I risultati delle elezioni parlamentari del 2005 hanno evidenziato una netta vittoria dell'opposizione di centro-destra, costituita dal Partito Democratico d'Albania (PD) e i suoi alleati, tra cui il principale è il Partito Repubblicano (PR), anche se in molte circoscrizioni uninominali la lotta con il Partito Socialista d'Albania (PSSh), al governo, è stata serrata.
Oltre ai due maggiori partiti, l'unico altro partito a ottenere un seggio con il sistema uninominale è stato quello dell'ex primo ministro Ilir Meta, il Movimento Socialista per l'Integrazione (LSI), nato da una scissione del PSSh, che però ha fallito nel proporsi come terza forza, non essendo determinanti per la formazione del governo. Nel voto proporzionale i piccoli partiti hanno ottenuto un maggior numero di preferenze.
Il capo del Partito Democratico d'Albania, Sali Berisha è stato nominato primo ministro e ha formato la coalizione di governo.
Nel 2009 l'Albania è entrata nella NATO e ha posto domanda di adesione all'Unione europea. L'UE ha riconosciuto lo status di paese candidato il 27 giugno 2014.[66]
La crisi politica tra il governo di Sali Berisha (PD) e Ilir Meta (LSI), e l'opposizione di Edi Rama (PS), che non riconosce il risultato delle elezioni parlamentari del 2009, è sfociata in violenti scontri nel gennaio 2011; quattro manifestanti sono rimasti uccisi. [67] Lo stallo istituzionale impediva al paese di progredire nella direzione dell'integrazione europea.
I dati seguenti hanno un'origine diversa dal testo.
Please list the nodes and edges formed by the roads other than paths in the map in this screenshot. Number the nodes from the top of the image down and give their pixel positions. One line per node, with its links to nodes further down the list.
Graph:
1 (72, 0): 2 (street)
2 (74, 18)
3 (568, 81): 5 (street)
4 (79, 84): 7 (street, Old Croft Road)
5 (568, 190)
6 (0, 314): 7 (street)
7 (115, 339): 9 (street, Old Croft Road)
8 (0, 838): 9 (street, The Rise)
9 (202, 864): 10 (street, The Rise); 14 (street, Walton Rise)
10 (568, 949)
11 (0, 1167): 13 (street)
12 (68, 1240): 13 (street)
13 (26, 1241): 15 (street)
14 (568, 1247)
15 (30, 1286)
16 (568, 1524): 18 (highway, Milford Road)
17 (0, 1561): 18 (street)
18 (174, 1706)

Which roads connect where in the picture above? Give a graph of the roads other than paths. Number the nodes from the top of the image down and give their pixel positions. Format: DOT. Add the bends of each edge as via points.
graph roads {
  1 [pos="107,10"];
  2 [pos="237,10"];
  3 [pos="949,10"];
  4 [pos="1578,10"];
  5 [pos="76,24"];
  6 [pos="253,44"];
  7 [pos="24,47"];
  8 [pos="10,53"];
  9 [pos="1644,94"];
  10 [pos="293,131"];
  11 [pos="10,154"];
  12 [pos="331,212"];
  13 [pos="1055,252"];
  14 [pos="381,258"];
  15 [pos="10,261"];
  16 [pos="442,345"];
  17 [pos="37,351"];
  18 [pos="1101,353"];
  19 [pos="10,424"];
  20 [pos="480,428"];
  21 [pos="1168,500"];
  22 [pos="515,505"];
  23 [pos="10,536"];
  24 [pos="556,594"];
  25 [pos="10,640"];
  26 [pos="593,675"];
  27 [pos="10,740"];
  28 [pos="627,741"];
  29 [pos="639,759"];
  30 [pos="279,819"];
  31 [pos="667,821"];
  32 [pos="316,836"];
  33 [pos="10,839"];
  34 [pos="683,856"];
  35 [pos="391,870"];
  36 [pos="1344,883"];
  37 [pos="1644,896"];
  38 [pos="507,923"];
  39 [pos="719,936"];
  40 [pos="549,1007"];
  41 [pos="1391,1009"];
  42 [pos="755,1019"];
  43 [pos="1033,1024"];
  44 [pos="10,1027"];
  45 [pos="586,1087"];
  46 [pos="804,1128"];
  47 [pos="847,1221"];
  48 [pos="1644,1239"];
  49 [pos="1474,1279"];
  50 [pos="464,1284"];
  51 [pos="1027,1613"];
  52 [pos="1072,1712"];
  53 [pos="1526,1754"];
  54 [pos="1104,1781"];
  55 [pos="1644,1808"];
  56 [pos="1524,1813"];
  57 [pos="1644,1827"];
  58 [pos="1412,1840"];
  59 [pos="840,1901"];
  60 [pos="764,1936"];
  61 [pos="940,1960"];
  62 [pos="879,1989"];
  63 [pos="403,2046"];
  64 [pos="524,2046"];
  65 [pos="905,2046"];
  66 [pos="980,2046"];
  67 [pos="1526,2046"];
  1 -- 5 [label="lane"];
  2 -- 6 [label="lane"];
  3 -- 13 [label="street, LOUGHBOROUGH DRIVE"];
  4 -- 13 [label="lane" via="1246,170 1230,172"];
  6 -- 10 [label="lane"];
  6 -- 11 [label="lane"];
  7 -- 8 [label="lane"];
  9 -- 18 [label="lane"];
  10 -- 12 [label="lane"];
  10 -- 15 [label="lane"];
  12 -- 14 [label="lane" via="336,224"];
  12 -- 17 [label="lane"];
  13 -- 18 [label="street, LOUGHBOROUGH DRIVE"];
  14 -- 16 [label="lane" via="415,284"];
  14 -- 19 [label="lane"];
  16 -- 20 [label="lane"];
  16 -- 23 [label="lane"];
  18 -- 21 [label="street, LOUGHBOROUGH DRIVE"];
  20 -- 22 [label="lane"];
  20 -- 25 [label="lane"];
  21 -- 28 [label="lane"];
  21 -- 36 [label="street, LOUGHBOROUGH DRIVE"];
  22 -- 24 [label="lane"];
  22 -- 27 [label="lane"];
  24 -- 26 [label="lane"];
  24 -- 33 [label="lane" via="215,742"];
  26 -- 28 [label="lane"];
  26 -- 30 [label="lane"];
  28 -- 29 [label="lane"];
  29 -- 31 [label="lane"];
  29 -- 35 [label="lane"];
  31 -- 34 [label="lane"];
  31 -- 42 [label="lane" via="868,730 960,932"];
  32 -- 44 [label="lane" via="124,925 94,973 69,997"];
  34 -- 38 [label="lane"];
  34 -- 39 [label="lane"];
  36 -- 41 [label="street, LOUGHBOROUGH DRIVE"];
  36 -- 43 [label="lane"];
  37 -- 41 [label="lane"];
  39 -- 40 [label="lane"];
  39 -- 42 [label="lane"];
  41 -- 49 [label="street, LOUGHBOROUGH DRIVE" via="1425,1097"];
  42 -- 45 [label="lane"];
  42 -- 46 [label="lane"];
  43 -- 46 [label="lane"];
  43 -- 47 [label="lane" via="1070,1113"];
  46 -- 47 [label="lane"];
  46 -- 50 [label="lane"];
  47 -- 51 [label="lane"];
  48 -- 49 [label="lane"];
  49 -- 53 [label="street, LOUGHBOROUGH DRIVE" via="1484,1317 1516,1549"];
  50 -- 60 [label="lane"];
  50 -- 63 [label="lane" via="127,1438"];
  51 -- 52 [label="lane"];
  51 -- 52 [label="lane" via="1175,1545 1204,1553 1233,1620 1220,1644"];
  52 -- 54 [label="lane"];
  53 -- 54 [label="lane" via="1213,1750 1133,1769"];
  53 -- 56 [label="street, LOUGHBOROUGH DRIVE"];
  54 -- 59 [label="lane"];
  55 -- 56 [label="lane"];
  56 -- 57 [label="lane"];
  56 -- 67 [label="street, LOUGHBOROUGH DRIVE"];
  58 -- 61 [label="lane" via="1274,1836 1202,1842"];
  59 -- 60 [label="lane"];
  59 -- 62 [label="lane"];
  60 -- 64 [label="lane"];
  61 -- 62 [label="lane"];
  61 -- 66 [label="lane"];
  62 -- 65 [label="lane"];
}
Nel 2009 è iniziato il precesso di adesione dell'Albania all'Unione europea, nel giugno del 2012 il Parlamento elesse come nuovo presidente della Repubblica B. Nishani, esponente del Partito democratico mentre alle elezioni politiche tenutesi nel giugno 2013 l'alleanza di centro-destra venne sconfitta da una coalizione di centro-sinistra (53% delle preferenze) e il suo leader E. Rama assumeva la carica di primo ministro che tuttora detiene. Nel giugno 2014 l'Albania ha ottenuto lo status di paese candidato all'adesione all'UE.